**Your objective:** These entries are to be retyped in full, word for word.

**Exercise materials:**

===============

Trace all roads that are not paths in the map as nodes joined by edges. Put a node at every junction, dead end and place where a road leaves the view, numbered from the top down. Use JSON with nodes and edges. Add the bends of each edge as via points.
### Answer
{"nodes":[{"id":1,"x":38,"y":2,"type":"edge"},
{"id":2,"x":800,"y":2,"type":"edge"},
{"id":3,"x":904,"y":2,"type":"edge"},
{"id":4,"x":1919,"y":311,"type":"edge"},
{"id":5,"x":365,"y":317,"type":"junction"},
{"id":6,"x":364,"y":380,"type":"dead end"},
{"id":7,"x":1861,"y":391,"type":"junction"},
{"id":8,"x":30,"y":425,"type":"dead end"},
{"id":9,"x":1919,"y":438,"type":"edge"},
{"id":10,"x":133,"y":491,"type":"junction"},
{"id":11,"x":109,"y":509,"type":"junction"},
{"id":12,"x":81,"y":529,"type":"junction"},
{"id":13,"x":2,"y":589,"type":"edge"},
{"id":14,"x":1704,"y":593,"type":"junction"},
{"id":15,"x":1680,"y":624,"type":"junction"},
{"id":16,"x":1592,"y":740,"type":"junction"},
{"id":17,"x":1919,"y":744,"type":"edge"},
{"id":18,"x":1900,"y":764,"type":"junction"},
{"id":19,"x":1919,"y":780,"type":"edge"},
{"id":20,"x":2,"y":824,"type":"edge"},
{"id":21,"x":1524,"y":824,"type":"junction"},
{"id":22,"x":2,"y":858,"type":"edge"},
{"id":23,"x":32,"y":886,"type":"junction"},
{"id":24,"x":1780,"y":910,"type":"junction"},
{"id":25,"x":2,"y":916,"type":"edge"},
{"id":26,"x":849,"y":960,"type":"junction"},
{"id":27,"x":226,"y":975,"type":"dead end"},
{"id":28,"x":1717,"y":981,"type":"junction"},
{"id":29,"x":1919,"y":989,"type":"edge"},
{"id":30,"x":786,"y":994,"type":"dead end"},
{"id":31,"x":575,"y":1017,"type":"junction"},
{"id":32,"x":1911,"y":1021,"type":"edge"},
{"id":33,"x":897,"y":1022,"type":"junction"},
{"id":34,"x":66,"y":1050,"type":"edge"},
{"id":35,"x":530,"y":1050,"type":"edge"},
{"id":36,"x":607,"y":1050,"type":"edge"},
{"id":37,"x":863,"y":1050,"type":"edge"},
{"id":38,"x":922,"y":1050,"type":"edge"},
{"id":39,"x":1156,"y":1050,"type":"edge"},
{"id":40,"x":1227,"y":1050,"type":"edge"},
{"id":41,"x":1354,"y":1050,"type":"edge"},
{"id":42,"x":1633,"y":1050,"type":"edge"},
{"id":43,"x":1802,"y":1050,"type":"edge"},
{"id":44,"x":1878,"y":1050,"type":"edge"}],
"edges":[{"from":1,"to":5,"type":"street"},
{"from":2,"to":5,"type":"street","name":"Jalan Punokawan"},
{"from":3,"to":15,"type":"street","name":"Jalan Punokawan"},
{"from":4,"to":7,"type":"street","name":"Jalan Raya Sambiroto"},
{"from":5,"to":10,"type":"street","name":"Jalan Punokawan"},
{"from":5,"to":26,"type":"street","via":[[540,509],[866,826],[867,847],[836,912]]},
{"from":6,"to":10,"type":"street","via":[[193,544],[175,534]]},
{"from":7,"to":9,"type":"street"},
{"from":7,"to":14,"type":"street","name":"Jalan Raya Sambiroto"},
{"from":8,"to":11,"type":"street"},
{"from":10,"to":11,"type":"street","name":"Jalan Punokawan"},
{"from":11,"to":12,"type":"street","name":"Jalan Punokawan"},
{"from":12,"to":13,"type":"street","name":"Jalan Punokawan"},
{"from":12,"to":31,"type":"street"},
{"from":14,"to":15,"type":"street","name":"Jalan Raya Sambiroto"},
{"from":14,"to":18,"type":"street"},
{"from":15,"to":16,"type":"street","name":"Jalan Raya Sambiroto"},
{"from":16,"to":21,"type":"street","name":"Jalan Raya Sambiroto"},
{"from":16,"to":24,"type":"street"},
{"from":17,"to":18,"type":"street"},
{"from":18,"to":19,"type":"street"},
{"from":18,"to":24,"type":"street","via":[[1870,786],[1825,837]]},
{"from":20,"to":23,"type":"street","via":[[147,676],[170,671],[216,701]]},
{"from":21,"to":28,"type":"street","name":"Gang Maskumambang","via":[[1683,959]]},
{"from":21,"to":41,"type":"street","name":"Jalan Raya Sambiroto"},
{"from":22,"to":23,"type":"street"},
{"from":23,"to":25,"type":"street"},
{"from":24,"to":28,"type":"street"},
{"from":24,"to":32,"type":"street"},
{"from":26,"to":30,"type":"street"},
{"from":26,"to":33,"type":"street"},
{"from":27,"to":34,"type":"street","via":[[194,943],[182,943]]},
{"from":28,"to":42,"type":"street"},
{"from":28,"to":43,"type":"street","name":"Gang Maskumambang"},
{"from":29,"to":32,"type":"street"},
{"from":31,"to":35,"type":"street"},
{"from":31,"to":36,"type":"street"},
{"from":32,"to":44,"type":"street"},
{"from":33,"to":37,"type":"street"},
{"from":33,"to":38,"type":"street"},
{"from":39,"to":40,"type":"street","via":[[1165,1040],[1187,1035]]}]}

===============

**The answer:**
Trace all roads that are not paths in the map as nodes joined by edges. Put a node at every junction, dead end and place where a road leaves the view, numbered from the top down. Use JSON with nodes and edges. Add the bends of each edge as via points.
### Answer
{"nodes":[{"id":1,"x":38,"y":2,"type":"edge"},
{"id":2,"x":800,"y":2,"type":"edge"},
{"id":3,"x":904,"y":2,"type":"edge"},
{"id":4,"x":1919,"y":311,"type":"edge"},
{"id":5,"x":365,"y":317,"type":"junction"},
{"id":6,"x":364,"y":380,"type":"dead end"},
{"id":7,"x":1861,"y":391,"type":"junction"},
{"id":8,"x":30,"y":425,"type":"dead end"},
{"id":9,"x":1919,"y":438,"type":"edge"},
{"id":10,"x":133,"y":491,"type":"junction"},
{"id":11,"x":109,"y":509,"type":"junction"},
{"id":12,"x":81,"y":529,"type":"junction"},
{"id":13,"x":2,"y":589,"type":"edge"},
{"id":14,"x":1704,"y":593,"type":"junction"},
{"id":15,"x":1680,"y":624,"type":"junction"},
{"id":16,"x":1592,"y":740,"type":"junction"},
{"id":17,"x":1919,"y":744,"type":"edge"},
{"id":18,"x":1900,"y":764,"type":"junction"},
{"id":19,"x":1919,"y":780,"type":"edge"},
{"id":20,"x":2,"y":824,"type":"edge"},
{"id":21,"x":1524,"y":824,"type":"junction"},
{"id":22,"x":2,"y":858,"type":"edge"},
{"id":23,"x":32,"y":886,"type":"junction"},
{"id":24,"x":1780,"y":910,"type":"junction"},
{"id":25,"x":2,"y":916,"type":"edge"},
{"id":26,"x":849,"y":960,"type":"junction"},
{"id":27,"x":226,"y":975,"type":"dead end"},
{"id":28,"x":1717,"y":981,"type":"junction"},
{"id":29,"x":1919,"y":989,"type":"edge"},
{"id":30,"x":786,"y":994,"type":"dead end"},
{"id":31,"x":575,"y":1017,"type":"junction"},
{"id":32,"x":1911,"y":1021,"type":"edge"},
{"id":33,"x":897,"y":1022,"type":"junction"},
{"id":34,"x":66,"y":1050,"type":"edge"},
{"id":35,"x":530,"y":1050,"type":"edge"},
{"id":36,"x":607,"y":1050,"type":"edge"},
{"id":37,"x":863,"y":1050,"type":"edge"},
{"id":38,"x":922,"y":1050,"type":"edge"},
{"id":39,"x":1156,"y":1050,"type":"edge"},
{"id":40,"x":1227,"y":1050,"type":"edge"},
{"id":41,"x":1354,"y":1050,"type":"edge"},
{"id":42,"x":1633,"y":1050,"type":"edge"},
{"id":43,"x":1802,"y":1050,"type":"edge"},
{"id":44,"x":1878,"y":1050,"type":"edge"}],
"edges":[{"from":1,"to":5,"type":"street"},
{"from":2,"to":5,"type":"street","name":"Jalan Punokawan"},
{"from":3,"to":15,"type":"street","name":"Jalan Punokawan"},
{"from":4,"to":7,"type":"street","name":"Jalan Raya Sambiroto"},
{"from":5,"to":10,"type":"street","name":"Jalan Punokawan"},
{"from":5,"to":26,"type":"street","via":[[540,509],[866,826],[867,847],[836,912]]},
{"from":6,"to":10,"type":"street","via":[[193,544],[175,534]]},
{"from":7,"to":9,"type":"street"},
{"from":7,"to":14,"type":"street","name":"Jalan Raya Sambiroto"},
{"from":8,"to":11,"type":"street"},
{"from":10,"to":11,"type":"street","name":"Jalan Punokawan"},
{"from":11,"to":12,"type":"street","name":"Jalan Punokawan"},
{"from":12,"to":13,"type":"street","name":"Jalan Punokawan"},
{"from":12,"to":31,"type":"street"},
{"from":14,"to":15,"type":"street","name":"Jalan Raya Sambiroto"},
{"from":14,"to":18,"type":"street"},
{"from":15,"to":16,"type":"street","name":"Jalan Raya Sambiroto"},
{"from":16,"to":21,"type":"street","name":"Jalan Raya Sambiroto"},
{"from":16,"to":24,"type":"street"},
{"from":17,"to":18,"type":"street"},
{"from":18,"to":19,"type":"street"},
{"from":18,"to":24,"type":"street","via":[[1870,786],[1825,837]]},
{"from":20,"to":23,"type":"street","via":[[147,676],[170,671],[216,701]]},
{"from":21,"to":28,"type":"street","name":"Gang Maskumambang","via":[[1683,959]]},
{"from":21,"to":41,"type":"street","name":"Jalan Raya Sambiroto"},
{"from":22,"to":23,"type":"street"},
{"from":23,"to":25,"type":"street"},
{"from":24,"to":28,"type":"street"},
{"from":24,"to":32,"type":"street"},
{"from":26,"to":30,"type":"street"},
{"from":26,"to":33,"type":"street"},
{"from":27,"to":34,"type":"street","via":[[194,943],[182,943]]},
{"from":28,"to":42,"type":"street"},
{"from":28,"to":43,"type":"street","name":"Gang Maskumambang"},
{"from":29,"to":32,"type":"street"},
{"from":31,"to":35,"type":"street"},
{"from":31,"to":36,"type":"street"},
{"from":32,"to":44,"type":"street"},
{"from":33,"to":37,"type":"street"},
{"from":33,"to":38,"type":"street"},
{"from":39,"to":40,"type":"street","via":[[1165,1040],[1187,1035]]}]}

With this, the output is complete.